The following suite of Storyboards has been created by the One Model team to get you moving in the right direction. They're specifically designed for looking at Attrition Risk but as you become more comfortable with the data you have the ability to create custom storyboards leveraging the data. If you're interested in these Storyboards, please discuss with your Customer Success contact at One Model for assistance in creating them.
Attrition Risk Storyboard 1: Model Details and Drivers
To understand and trust your predictions, you need to understand the model used to generate them. This storyboard serves two purposes. The first is to tell you how the model performed. If the model performed poorly, then the predictions are not to be trusted. The second is to help you understand the drivers (features) that the predictions are based on. Knowing how much influence each feature had on the predictions as well as HOW the features influenced the predictions is important.
Attrition Risk Storyboard 2: Where Does Risk Sit?
It's useful to know which features influence a predictive model, but it's also of value to know where the high risk employees in your company sit. The predictive model outputs a probability of terminating (0% to 100%) for each employee included in the data set. In this storyboard, probability of terminating is rounded to the nearest 10% and bucketed into low/medium/high categories. The employees in the prediction data are joined back to their current attributes, allowing you to leverage any of the employee related dimensions.
Attrition Risk Storyboard 3: Filter View
Knowing how drivers and predictions differ for subsets of your employee population is valuable. Being able to compare subsets to the overall data side by side is a powerful way to visualize differences. Since both SHAP explanations and predictions made by your Attrition Risk model are joined back to your employee data, any of the dimensions you can slice your headcount by should work on this storyboard.

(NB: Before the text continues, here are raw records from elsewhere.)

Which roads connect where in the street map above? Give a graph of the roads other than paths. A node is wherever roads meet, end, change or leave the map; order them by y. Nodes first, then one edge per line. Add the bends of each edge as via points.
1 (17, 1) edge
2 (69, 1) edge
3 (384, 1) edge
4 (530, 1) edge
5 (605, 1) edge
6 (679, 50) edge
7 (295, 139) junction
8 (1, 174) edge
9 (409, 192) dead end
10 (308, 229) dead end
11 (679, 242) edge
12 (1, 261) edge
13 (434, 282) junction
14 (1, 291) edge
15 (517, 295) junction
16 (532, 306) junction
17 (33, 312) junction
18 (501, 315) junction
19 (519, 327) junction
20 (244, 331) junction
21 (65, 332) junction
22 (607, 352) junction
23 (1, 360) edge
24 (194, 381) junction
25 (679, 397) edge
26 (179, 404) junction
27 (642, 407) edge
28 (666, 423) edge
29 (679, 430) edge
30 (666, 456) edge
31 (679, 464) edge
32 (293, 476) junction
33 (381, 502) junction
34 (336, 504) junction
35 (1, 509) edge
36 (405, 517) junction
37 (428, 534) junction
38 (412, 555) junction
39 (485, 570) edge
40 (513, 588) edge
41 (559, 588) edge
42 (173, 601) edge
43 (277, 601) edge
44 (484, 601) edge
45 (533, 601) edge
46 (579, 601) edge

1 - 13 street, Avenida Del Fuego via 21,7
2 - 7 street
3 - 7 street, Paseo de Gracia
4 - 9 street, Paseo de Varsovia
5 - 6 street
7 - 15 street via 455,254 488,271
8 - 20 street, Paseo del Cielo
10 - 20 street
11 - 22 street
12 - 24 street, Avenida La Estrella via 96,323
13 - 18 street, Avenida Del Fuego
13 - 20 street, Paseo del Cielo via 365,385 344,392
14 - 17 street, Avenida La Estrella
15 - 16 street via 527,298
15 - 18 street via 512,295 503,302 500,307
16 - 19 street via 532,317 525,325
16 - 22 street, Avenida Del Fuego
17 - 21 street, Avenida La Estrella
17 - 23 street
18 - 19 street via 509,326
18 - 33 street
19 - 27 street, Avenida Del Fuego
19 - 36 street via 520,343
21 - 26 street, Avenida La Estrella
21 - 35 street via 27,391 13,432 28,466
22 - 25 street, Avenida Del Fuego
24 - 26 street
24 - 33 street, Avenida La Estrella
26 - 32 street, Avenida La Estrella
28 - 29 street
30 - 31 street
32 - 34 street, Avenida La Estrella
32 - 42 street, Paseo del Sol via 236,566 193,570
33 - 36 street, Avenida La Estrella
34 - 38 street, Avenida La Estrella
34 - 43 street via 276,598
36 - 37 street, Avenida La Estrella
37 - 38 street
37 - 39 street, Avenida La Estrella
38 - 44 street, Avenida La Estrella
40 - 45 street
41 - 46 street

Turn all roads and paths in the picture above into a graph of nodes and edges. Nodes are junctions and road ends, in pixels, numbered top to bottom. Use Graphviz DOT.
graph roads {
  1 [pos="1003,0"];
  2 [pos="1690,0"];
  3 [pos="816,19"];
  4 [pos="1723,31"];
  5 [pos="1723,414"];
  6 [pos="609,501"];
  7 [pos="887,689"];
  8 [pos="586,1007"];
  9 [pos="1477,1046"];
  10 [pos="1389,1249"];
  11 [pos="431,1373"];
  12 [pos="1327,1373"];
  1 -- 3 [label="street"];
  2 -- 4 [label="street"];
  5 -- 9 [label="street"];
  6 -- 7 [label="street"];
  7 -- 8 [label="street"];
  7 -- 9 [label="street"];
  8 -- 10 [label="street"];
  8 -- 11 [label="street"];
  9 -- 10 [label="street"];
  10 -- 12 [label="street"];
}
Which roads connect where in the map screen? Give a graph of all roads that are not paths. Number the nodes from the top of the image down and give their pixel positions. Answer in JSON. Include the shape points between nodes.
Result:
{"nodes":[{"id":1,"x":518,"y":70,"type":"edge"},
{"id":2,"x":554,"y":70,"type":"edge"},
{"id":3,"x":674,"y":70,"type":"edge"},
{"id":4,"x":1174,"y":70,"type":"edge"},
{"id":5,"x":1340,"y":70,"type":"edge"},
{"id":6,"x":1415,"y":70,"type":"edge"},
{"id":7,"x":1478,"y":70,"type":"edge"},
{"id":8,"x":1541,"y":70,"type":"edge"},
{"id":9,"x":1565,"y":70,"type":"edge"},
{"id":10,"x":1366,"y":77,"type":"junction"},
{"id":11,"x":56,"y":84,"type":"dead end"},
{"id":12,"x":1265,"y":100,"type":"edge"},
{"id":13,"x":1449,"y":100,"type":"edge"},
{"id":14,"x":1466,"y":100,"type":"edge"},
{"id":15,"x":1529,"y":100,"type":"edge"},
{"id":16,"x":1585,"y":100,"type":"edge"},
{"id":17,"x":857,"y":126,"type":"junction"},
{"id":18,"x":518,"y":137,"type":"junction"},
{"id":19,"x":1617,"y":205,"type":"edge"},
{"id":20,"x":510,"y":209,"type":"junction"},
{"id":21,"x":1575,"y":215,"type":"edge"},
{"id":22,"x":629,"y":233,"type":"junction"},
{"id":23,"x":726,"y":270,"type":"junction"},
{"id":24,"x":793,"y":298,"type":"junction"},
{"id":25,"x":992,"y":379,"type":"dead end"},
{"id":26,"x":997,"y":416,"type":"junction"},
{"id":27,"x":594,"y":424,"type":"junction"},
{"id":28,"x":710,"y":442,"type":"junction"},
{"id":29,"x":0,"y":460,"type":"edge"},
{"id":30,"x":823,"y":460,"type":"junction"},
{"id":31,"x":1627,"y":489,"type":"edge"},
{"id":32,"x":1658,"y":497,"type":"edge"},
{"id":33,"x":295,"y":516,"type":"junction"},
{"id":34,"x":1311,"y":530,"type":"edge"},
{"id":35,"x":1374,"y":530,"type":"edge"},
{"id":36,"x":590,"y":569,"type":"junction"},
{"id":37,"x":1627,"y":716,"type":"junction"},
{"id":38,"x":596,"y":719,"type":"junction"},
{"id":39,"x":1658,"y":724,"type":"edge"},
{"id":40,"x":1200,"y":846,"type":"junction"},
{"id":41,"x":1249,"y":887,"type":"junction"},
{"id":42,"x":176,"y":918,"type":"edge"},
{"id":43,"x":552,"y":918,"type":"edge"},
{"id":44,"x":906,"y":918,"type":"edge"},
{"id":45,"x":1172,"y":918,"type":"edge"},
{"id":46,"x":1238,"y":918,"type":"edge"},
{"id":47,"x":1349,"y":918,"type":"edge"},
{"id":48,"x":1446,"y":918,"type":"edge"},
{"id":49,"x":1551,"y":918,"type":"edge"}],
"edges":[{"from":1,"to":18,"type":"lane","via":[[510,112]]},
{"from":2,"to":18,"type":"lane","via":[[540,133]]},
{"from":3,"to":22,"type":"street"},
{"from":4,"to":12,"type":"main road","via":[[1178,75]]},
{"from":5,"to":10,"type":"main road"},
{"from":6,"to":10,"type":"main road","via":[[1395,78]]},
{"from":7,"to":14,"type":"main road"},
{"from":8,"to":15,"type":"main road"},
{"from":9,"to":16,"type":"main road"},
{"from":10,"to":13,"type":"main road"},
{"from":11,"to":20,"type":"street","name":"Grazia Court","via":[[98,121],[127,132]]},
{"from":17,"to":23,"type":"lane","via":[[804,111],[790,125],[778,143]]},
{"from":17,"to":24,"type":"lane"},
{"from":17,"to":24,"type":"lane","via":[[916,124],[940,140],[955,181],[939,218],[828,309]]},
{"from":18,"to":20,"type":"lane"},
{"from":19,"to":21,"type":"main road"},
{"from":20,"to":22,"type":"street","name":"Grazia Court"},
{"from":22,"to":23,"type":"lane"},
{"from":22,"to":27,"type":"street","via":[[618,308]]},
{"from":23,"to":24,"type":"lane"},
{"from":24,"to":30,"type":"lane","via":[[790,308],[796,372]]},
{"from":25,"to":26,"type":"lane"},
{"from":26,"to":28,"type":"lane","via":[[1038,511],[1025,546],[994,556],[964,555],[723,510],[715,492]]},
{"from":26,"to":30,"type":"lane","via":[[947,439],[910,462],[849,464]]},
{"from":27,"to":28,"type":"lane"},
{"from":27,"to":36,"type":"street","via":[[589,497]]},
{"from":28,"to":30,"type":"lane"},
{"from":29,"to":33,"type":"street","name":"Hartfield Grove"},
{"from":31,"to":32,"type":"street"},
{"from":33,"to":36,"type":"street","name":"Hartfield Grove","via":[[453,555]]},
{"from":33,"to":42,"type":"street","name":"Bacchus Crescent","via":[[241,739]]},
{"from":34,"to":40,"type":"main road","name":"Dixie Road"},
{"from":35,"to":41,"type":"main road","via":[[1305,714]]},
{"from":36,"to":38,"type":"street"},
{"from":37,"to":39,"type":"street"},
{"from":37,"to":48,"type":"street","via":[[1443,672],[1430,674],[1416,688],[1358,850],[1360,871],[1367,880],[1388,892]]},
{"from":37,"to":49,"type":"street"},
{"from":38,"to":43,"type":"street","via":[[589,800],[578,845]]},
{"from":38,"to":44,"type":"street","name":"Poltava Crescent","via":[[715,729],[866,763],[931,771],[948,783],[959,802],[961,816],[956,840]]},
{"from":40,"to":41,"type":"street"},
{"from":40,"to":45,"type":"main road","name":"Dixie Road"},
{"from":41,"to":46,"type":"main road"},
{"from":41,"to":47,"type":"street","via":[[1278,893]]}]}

Attrition Risk Storyboard 4: Individual Predictions
The effect of a given feature can vary even within the same model. For example, high performance may be predictive of less attrition across most of the population but more attrition for high performers with a skillset in demand. SHAP explains the importance and directionality of each feature for each prediction made. The other attrition risk storyboards contain aggregations of the individual prediction data. Seeing explanations of the individual predictions is valuable in understanding the drivers behind these predictions.